**WHAT YOU WILL DO**. All of the data below should be printed again word for word, pictures excluded.

Collected data entries:
-----

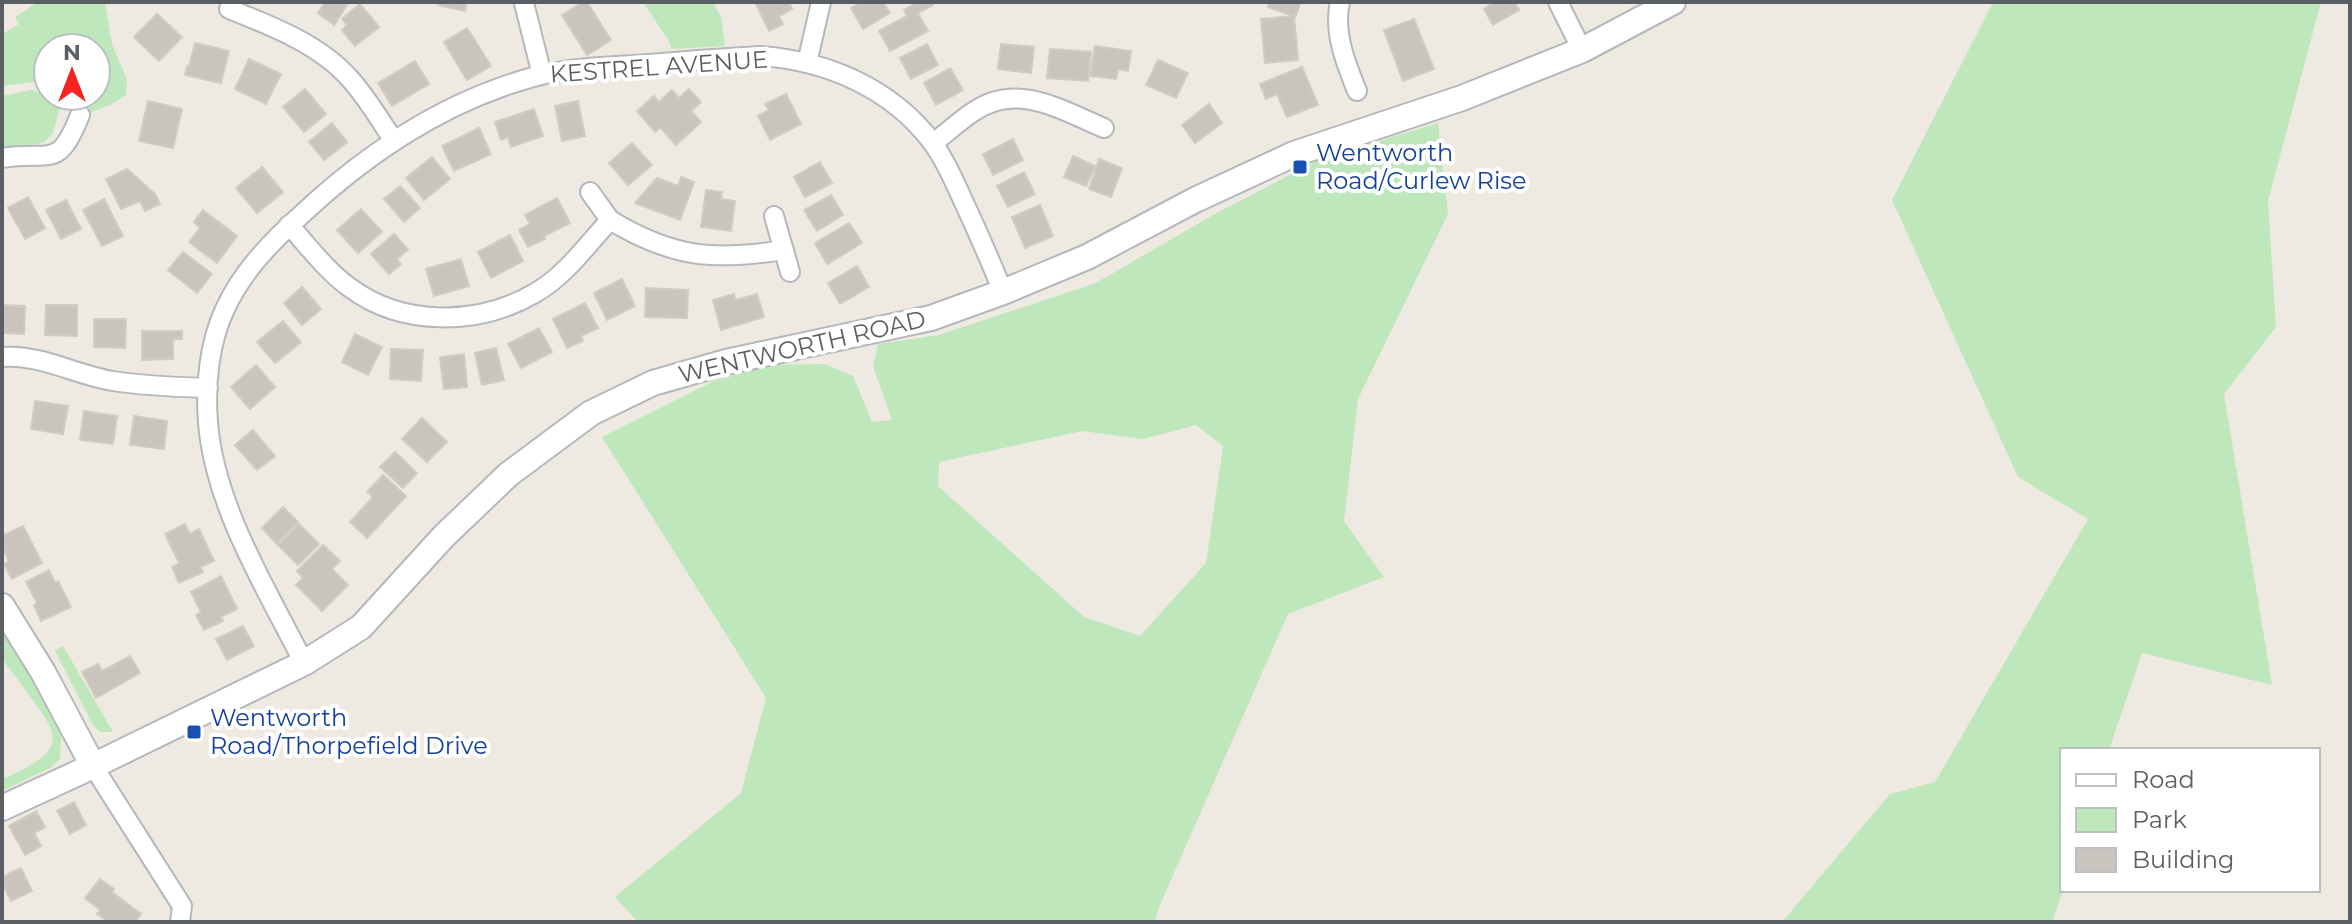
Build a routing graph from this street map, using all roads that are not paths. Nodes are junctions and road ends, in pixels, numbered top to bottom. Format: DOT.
graph roads {
  1 [pos="821,2"];
  2 [pos="1340,2"];
  3 [pos="1558,2"];
  4 [pos="1673,2"];
  5 [pos="524,3"];
  6 [pos="229,9"];
  7 [pos="1582,50"];
  8 [pos="807,63"];
  9 [pos="542,75"];
  10 [pos="1357,91"];
  11 [pos="80,115"];
  12 [pos="1104,128"];
  13 [pos="394,141"];
  14 [pos="933,143"];
  15 [pos="2,158"];
  16 [pos="590,192"];
  17 [pos="774,216"];
  18 [pos="610,220"];
  19 [pos="289,225"];
  20 [pos="784,250"];
  21 [pos="790,272"];
  22 [pos="1003,292"];
  23 [pos="2,357"];
  24 [pos="208,388"];
  25 [pos="2,606"];
  26 [pos="304,663"];
  27 [pos="93,766"];
  28 [pos="2,808"];
  29 [pos="180,922"];
  1 -- 8 [label="street"];
  2 -- 10 [label="street"];
  3 -- 7 [label="street"];
  4 -- 7 [label="street, WENTWORTH ROAD"];
  5 -- 9 [label="street"];
  6 -- 13 [label="street"];
  7 -- 22 [label="street, WENTWORTH ROAD"];
  8 -- 9 [label="street, KESTREL AVENUE"];
  8 -- 14 [label="street, KESTREL AVENUE"];
  9 -- 13 [label="street, KESTREL AVENUE"];
  11 -- 15 [label="street"];
  12 -- 14 [label="street"];
  13 -- 19 [label="street, KESTREL AVENUE"];
  14 -- 22 [label="street, KESTREL AVENUE"];
  16 -- 18 [label="street"];
  17 -- 20 [label="street"];
  18 -- 19 [label="street"];
  18 -- 20 [label="street"];
  19 -- 24 [label="street, KESTREL AVENUE"];
  20 -- 21 [label="street"];
  22 -- 26 [label="street, WENTWORTH ROAD"];
  23 -- 24 [label="street"];
  24 -- 26 [label="street, KESTREL AVENUE"];
  25 -- 27 [label="street"];
  26 -- 27 [label="street, WENTWORTH ROAD"];
  27 -- 28 [label="street, WENTWORTH ROAD"];
  27 -- 29 [label="street"];
}
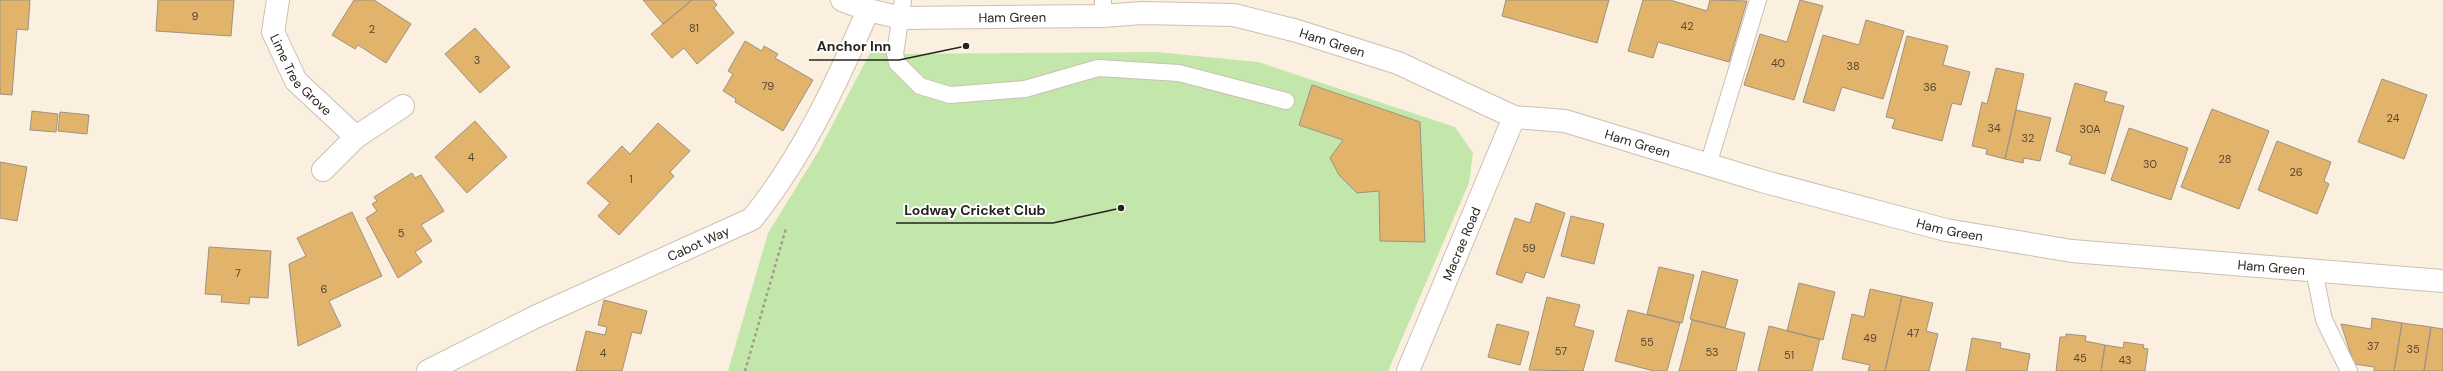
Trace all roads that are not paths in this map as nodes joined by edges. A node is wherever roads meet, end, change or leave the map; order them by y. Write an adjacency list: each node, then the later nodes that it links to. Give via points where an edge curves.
1 (278, 0): 10 (street, Lime Tree Grove, via 273,32 296,81)
2 (842, 0): 6 (street, Ham Green)
3 (1758, 0): 11 (lane)
4 (1103, 8): 5 (street, Ham Green); 9 (street, Ham Green, via 1142,13 1234,15 1297,31 1398,63)
5 (903, 9): 6 (street, Ham Green); 7 (lane, via 895,54 898,63 920,86 950,95 1026,89 1098,68 1179,73)
6 (868, 10): 15 (street, Cabot Way, via 843,69 810,131 771,195 752,219 537,316)
7 (1286, 101)
8 (403, 106): 10 (street)
9 (1514, 116): 11 (street, Ham Green, via 1565,120); 16 (street, Macrae Road)
10 (356, 137): 12 (street)
11 (1708, 165): 13 (street, Ham Green, via 1946,230 2072,251)
12 (323, 170)
13 (2314, 270): 14 (street, Ham Green); 17 (lane, via 2324,320)
14 (2443, 281)
15 (428, 371)
16 (1408, 371)
17 (2349, 371)

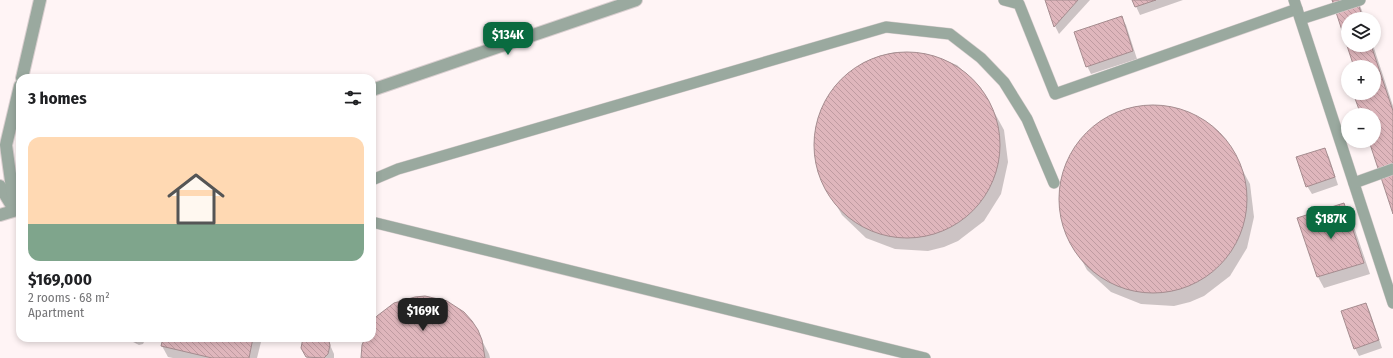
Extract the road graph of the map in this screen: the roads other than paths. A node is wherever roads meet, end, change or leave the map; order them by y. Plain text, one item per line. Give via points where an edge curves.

-----

**RESULT**.
Build a routing graph from this street map, using all roads that are not paths. Nodes are junctions and road ends, in pixels, numbered top to bottom. Format: DOT.
graph roads {
  1 [pos="821,2"];
  2 [pos="1340,2"];
  3 [pos="1558,2"];
  4 [pos="1673,2"];
  5 [pos="524,3"];
  6 [pos="229,9"];
  7 [pos="1582,50"];
  8 [pos="807,63"];
  9 [pos="542,75"];
  10 [pos="1357,91"];
  11 [pos="80,115"];
  12 [pos="1104,128"];
  13 [pos="394,141"];
  14 [pos="933,143"];
  15 [pos="2,158"];
  16 [pos="590,192"];
  17 [pos="774,216"];
  18 [pos="610,220"];
  19 [pos="289,225"];
  20 [pos="784,250"];
  21 [pos="790,272"];
  22 [pos="1003,292"];
  23 [pos="2,357"];
  24 [pos="208,388"];
  25 [pos="2,606"];
  26 [pos="304,663"];
  27 [pos="93,766"];
  28 [pos="2,808"];
  29 [pos="180,922"];
  1 -- 8 [label="street"];
  2 -- 10 [label="street"];
  3 -- 7 [label="street"];
  4 -- 7 [label="street, WENTWORTH ROAD"];
  5 -- 9 [label="street"];
  6 -- 13 [label="street"];
  7 -- 22 [label="street, WENTWORTH ROAD"];
  8 -- 9 [label="street, KESTREL AVENUE"];
  8 -- 14 [label="street, KESTREL AVENUE"];
  9 -- 13 [label="street, KESTREL AVENUE"];
  11 -- 15 [label="street"];
  12 -- 14 [label="street"];
  13 -- 19 [label="street, KESTREL AVENUE"];
  14 -- 22 [label="street, KESTREL AVENUE"];
  16 -- 18 [label="street"];
  17 -- 20 [label="street"];
  18 -- 19 [label="street"];
  18 -- 20 [label="street"];
  19 -- 24 [label="street, KESTREL AVENUE"];
  20 -- 21 [label="street"];
  22 -- 26 [label="street, WENTWORTH ROAD"];
  23 -- 24 [label="street"];
  24 -- 26 [label="street, KESTREL AVENUE"];
  25 -- 27 [label="street"];
  26 -- 27 [label="street, WENTWORTH ROAD"];
  27 -- 28 [label="street, WENTWORTH ROAD"];
  27 -- 29 [label="street"];
}
Trace all roads that are not paths in this map as nodes joined by edges. A node is wherever roads meet, end, change or leave the map; order them by y. Write an adjacency list: each node, then the later nodes that it links to. Give via points where an edge curves.
1 (278, 0): 10 (street, Lime Tree Grove, via 273,32 296,81)
2 (842, 0): 6 (street, Ham Green)
3 (1758, 0): 11 (lane)
4 (1103, 8): 5 (street, Ham Green); 9 (street, Ham Green, via 1142,13 1234,15 1297,31 1398,63)
5 (903, 9): 6 (street, Ham Green); 7 (lane, via 895,54 898,63 920,86 950,95 1026,89 1098,68 1179,73)
6 (868, 10): 15 (street, Cabot Way, via 843,69 810,131 771,195 752,219 537,316)
7 (1286, 101)
8 (403, 106): 10 (street)
9 (1514, 116): 11 (street, Ham Green, via 1565,120); 16 (street, Macrae Road)
10 (356, 137): 12 (street)
11 (1708, 165): 13 (street, Ham Green, via 1946,230 2072,251)
12 (323, 170)
13 (2314, 270): 14 (street, Ham Green); 17 (lane, via 2324,320)
14 (2443, 281)
15 (428, 371)
16 (1408, 371)
17 (2349, 371)

Extract the road graph of the map in this screen: the roads other than paths. A node is wherever roads meet, end, change or leave the map; order them by y. Plain text, one item per line. Give via points where an edge curves.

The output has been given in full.